[Start of Attachment]

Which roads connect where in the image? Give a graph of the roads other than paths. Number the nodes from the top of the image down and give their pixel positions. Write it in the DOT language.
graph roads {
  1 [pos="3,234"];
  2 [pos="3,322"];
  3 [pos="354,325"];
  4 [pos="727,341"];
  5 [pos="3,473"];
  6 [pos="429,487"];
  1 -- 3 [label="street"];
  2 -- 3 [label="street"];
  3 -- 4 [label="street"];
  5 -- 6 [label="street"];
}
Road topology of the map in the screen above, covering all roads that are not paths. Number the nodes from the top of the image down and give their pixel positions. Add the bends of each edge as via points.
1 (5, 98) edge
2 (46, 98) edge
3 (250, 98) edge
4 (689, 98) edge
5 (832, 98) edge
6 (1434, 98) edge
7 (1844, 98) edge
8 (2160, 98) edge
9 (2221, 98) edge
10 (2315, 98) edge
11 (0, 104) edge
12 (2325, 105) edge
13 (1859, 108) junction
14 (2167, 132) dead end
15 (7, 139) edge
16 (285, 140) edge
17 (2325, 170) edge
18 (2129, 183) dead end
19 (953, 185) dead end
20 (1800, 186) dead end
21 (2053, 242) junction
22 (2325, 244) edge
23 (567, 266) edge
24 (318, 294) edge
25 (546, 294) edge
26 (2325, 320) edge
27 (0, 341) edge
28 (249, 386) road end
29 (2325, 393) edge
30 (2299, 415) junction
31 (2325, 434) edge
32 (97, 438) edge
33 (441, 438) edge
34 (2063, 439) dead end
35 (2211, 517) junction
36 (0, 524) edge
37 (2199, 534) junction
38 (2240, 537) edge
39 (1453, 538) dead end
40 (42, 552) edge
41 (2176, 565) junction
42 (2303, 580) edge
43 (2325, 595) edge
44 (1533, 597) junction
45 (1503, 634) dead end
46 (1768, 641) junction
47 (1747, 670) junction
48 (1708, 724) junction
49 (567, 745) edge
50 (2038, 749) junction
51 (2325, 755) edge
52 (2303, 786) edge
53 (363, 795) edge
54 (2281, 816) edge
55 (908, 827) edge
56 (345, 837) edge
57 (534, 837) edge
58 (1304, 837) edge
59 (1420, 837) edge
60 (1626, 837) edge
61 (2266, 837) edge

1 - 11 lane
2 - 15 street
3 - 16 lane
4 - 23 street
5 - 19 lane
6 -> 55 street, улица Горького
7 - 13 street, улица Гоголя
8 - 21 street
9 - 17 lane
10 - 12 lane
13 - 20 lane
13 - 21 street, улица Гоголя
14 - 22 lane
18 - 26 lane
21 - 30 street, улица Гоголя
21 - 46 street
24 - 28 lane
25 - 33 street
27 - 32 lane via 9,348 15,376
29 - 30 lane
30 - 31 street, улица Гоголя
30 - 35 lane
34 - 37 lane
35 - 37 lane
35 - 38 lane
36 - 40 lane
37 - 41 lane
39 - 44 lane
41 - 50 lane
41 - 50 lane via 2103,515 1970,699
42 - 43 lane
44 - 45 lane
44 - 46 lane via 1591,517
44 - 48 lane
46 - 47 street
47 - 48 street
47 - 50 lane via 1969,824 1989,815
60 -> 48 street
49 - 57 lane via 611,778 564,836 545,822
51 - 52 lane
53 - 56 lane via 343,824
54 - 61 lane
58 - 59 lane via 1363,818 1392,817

[End of Attachment]

▶ [YOUR INSTRUCTIONS]: Repeat the material in full, exactly as it reads.

▶ [YOUR RESPONSE]:
Which roads connect where in the image? Give a graph of the roads other than paths. Number the nodes from the top of the image down and give their pixel positions. Write it in the DOT language.
graph roads {
  1 [pos="3,234"];
  2 [pos="3,322"];
  3 [pos="354,325"];
  4 [pos="727,341"];
  5 [pos="3,473"];
  6 [pos="429,487"];
  1 -- 3 [label="street"];
  2 -- 3 [label="street"];
  3 -- 4 [label="street"];
  5 -- 6 [label="street"];
}
Road topology of the map in the screen above, covering all roads that are not paths. Number the nodes from the top of the image down and give their pixel positions. Add the bends of each edge as via points.
1 (5, 98) edge
2 (46, 98) edge
3 (250, 98) edge
4 (689, 98) edge
5 (832, 98) edge
6 (1434, 98) edge
7 (1844, 98) edge
8 (2160, 98) edge
9 (2221, 98) edge
10 (2315, 98) edge
11 (0, 104) edge
12 (2325, 105) edge
13 (1859, 108) junction
14 (2167, 132) dead end
15 (7, 139) edge
16 (285, 140) edge
17 (2325, 170) edge
18 (2129, 183) dead end
19 (953, 185) dead end
20 (1800, 186) dead end
21 (2053, 242) junction
22 (2325, 244) edge
23 (567, 266) edge
24 (318, 294) edge
25 (546, 294) edge
26 (2325, 320) edge
27 (0, 341) edge
28 (249, 386) road end
29 (2325, 393) edge
30 (2299, 415) junction
31 (2325, 434) edge
32 (97, 438) edge
33 (441, 438) edge
34 (2063, 439) dead end
35 (2211, 517) junction
36 (0, 524) edge
37 (2199, 534) junction
38 (2240, 537) edge
39 (1453, 538) dead end
40 (42, 552) edge
41 (2176, 565) junction
42 (2303, 580) edge
43 (2325, 595) edge
44 (1533, 597) junction
45 (1503, 634) dead end
46 (1768, 641) junction
47 (1747, 670) junction
48 (1708, 724) junction
49 (567, 745) edge
50 (2038, 749) junction
51 (2325, 755) edge
52 (2303, 786) edge
53 (363, 795) edge
54 (2281, 816) edge
55 (908, 827) edge
56 (345, 837) edge
57 (534, 837) edge
58 (1304, 837) edge
59 (1420, 837) edge
60 (1626, 837) edge
61 (2266, 837) edge

1 - 11 lane
2 - 15 street
3 - 16 lane
4 - 23 street
5 - 19 lane
6 -> 55 street, улица Горького
7 - 13 street, улица Гоголя
8 - 21 street
9 - 17 lane
10 - 12 lane
13 - 20 lane
13 - 21 street, улица Гоголя
14 - 22 lane
18 - 26 lane
21 - 30 street, улица Гоголя
21 - 46 street
24 - 28 lane
25 - 33 street
27 - 32 lane via 9,348 15,376
29 - 30 lane
30 - 31 street, улица Гоголя
30 - 35 lane
34 - 37 lane
35 - 37 lane
35 - 38 lane
36 - 40 lane
37 - 41 lane
39 - 44 lane
41 - 50 lane
41 - 50 lane via 2103,515 1970,699
42 - 43 lane
44 - 45 lane
44 - 46 lane via 1591,517
44 - 48 lane
46 - 47 street
47 - 48 street
47 - 50 lane via 1969,824 1989,815
60 -> 48 street
49 - 57 lane via 611,778 564,836 545,822
51 - 52 lane
53 - 56 lane via 343,824
54 - 61 lane
58 - 59 lane via 1363,818 1392,817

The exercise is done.